__EXERCISE DETAILS__: Select and reproduce each line of the listing below that bears the string "rows".
- - -
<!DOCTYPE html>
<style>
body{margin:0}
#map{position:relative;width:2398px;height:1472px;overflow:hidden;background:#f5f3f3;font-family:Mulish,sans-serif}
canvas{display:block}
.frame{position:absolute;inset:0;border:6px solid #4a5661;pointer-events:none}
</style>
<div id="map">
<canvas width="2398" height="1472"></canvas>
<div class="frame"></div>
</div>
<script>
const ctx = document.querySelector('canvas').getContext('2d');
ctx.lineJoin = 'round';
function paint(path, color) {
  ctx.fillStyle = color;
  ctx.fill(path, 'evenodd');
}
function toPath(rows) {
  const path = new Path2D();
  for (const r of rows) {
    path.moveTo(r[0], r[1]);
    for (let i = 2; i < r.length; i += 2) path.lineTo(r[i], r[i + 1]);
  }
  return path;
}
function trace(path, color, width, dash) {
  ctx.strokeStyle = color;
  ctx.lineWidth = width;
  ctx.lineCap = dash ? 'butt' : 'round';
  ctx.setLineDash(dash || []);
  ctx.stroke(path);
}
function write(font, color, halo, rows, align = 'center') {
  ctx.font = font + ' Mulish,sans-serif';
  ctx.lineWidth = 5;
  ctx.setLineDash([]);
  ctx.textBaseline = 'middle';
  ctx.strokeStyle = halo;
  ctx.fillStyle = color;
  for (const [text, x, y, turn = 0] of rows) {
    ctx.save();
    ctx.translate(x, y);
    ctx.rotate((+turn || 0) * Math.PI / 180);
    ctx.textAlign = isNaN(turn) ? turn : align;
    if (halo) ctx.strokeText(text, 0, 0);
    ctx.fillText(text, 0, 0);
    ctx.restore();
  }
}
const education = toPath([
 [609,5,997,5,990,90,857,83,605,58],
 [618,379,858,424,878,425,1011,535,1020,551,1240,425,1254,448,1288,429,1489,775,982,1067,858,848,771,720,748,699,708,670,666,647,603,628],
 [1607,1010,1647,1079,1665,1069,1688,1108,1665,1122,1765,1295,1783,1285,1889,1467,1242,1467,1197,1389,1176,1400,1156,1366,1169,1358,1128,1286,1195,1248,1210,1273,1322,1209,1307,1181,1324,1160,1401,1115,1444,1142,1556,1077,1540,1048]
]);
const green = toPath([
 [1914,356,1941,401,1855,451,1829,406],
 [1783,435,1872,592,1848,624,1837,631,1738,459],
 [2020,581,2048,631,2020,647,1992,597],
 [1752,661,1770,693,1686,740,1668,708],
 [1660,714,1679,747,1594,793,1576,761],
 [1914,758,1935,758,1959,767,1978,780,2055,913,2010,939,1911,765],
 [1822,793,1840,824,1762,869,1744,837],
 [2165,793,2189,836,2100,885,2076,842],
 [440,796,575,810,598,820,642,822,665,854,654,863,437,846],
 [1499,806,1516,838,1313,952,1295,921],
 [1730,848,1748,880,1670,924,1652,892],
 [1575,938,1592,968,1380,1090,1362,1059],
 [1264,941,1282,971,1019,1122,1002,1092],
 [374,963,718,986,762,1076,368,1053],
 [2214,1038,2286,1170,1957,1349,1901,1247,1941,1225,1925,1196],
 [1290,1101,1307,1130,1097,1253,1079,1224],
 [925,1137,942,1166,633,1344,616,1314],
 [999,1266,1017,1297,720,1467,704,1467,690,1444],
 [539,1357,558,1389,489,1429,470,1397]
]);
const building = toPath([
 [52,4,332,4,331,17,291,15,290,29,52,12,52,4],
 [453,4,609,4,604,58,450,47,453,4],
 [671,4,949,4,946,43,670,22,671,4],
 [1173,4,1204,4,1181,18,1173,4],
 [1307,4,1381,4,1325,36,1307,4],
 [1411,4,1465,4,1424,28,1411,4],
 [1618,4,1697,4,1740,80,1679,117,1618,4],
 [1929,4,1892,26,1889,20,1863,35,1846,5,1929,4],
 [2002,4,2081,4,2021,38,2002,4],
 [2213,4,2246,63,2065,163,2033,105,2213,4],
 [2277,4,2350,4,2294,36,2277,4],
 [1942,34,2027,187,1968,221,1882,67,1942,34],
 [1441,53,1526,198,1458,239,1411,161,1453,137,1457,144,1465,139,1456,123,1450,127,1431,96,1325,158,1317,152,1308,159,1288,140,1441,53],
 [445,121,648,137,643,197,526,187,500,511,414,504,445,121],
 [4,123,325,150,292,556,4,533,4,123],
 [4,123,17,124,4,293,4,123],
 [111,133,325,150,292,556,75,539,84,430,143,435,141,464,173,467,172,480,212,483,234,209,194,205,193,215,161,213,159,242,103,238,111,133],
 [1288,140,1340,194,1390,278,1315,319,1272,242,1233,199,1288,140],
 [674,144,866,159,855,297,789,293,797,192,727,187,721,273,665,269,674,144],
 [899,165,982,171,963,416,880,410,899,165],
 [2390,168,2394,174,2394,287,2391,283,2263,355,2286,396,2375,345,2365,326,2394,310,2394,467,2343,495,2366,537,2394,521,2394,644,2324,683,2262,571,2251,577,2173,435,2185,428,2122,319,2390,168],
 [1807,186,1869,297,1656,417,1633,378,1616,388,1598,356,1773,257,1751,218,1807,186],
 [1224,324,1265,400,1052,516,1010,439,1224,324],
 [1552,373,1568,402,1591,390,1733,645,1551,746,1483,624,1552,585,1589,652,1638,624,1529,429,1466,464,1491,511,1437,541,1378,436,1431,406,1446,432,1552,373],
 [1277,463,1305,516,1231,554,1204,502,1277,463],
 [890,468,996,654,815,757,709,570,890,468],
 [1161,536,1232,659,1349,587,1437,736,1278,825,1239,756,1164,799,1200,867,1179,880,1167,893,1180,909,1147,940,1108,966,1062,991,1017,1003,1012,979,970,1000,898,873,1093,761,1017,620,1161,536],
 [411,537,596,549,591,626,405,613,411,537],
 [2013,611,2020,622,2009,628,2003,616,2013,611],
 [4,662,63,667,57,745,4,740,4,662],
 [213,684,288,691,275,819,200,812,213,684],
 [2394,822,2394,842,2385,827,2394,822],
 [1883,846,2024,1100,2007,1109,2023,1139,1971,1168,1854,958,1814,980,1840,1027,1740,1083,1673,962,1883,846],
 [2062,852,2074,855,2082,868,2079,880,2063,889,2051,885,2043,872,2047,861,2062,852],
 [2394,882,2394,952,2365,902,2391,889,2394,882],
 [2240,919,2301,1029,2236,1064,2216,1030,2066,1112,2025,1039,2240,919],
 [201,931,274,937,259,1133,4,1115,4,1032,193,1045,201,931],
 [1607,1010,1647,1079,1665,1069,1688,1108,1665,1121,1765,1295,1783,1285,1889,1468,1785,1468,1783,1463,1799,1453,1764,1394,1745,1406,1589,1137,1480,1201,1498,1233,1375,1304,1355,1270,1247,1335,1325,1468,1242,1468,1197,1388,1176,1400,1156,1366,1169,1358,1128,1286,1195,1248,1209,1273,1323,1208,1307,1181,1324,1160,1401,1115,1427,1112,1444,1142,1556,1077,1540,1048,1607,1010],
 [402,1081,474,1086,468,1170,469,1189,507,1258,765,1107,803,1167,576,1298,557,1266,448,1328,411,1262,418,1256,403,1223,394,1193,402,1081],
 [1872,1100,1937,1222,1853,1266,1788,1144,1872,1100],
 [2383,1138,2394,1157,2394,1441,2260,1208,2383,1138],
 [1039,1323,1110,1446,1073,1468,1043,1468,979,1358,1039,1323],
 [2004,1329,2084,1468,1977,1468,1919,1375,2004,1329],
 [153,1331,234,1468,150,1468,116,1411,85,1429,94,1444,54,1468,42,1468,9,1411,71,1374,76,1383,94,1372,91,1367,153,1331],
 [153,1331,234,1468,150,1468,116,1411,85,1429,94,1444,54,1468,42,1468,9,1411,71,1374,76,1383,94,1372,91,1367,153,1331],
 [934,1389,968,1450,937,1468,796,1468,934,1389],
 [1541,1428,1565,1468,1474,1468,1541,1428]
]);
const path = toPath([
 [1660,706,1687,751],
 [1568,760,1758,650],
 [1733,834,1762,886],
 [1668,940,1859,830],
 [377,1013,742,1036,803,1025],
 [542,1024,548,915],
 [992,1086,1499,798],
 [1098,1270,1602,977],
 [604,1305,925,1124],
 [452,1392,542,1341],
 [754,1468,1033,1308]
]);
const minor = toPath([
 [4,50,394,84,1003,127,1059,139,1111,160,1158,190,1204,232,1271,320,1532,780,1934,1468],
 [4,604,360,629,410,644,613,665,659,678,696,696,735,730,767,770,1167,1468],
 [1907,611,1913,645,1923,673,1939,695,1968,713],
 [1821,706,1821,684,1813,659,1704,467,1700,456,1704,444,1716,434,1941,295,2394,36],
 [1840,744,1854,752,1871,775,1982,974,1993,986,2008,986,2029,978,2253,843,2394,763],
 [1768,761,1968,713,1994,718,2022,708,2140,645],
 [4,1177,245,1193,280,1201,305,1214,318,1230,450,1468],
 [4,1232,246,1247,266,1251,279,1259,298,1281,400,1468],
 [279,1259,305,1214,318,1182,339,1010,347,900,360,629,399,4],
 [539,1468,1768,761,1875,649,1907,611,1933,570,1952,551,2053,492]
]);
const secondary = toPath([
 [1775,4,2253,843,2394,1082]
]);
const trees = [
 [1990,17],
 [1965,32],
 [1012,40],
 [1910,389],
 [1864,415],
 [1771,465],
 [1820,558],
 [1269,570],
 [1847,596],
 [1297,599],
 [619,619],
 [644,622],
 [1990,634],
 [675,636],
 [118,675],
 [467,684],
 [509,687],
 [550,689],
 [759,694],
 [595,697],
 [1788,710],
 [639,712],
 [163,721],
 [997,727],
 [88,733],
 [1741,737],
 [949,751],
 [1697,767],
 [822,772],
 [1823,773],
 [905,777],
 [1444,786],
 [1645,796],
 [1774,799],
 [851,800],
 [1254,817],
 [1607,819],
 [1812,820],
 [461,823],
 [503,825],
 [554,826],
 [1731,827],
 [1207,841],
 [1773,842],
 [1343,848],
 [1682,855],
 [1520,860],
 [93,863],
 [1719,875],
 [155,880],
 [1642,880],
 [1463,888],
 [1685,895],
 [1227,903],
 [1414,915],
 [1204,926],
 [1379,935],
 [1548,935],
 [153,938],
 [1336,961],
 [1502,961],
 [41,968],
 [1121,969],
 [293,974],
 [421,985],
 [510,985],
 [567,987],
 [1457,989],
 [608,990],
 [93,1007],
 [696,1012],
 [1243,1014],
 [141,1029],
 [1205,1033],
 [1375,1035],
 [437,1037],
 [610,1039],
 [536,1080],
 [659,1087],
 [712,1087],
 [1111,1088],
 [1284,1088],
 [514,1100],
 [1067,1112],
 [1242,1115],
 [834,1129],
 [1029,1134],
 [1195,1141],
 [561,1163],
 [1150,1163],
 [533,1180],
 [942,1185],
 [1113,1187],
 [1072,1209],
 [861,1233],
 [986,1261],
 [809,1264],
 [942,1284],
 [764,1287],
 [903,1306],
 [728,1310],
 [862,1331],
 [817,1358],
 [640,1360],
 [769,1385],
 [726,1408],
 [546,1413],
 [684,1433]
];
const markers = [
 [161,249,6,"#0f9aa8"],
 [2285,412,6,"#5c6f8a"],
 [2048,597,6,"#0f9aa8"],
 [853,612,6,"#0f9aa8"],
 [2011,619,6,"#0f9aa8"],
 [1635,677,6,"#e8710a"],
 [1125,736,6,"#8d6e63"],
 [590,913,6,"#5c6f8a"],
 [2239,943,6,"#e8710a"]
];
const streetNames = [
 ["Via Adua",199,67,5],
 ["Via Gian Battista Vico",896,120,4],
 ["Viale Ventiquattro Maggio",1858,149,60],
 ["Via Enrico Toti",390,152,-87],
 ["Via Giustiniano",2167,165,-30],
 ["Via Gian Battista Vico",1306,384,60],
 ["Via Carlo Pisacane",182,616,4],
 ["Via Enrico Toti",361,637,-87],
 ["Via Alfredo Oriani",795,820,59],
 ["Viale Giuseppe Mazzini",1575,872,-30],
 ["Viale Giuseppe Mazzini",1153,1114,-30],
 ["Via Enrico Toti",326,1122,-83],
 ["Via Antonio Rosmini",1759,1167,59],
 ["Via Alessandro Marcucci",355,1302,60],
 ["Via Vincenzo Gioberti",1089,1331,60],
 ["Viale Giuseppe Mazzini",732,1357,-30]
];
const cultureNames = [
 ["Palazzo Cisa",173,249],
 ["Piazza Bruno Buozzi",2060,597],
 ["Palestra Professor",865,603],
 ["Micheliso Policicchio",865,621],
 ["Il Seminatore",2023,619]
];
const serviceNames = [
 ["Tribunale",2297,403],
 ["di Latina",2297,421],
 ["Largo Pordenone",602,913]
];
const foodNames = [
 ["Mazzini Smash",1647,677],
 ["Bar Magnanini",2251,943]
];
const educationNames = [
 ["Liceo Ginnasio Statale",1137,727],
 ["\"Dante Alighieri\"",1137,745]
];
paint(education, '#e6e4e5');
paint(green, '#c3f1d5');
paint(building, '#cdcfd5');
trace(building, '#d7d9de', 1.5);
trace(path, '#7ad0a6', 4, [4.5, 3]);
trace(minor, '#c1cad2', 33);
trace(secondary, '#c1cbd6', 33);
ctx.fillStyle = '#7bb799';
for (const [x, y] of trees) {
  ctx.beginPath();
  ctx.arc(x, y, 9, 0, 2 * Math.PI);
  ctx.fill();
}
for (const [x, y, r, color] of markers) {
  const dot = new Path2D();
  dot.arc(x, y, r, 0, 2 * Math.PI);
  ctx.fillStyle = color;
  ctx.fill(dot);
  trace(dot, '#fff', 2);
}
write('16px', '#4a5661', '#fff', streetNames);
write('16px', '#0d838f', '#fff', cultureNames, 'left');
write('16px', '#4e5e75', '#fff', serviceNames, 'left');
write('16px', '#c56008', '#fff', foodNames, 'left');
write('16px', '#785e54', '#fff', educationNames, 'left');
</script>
- - -
__TASK ANSWER__:
function toPath(rows) {
  for (const r of rows) {
function write(font, color, halo, rows, align = 'center') {
  for (const [text, x, y, turn = 0] of rows) {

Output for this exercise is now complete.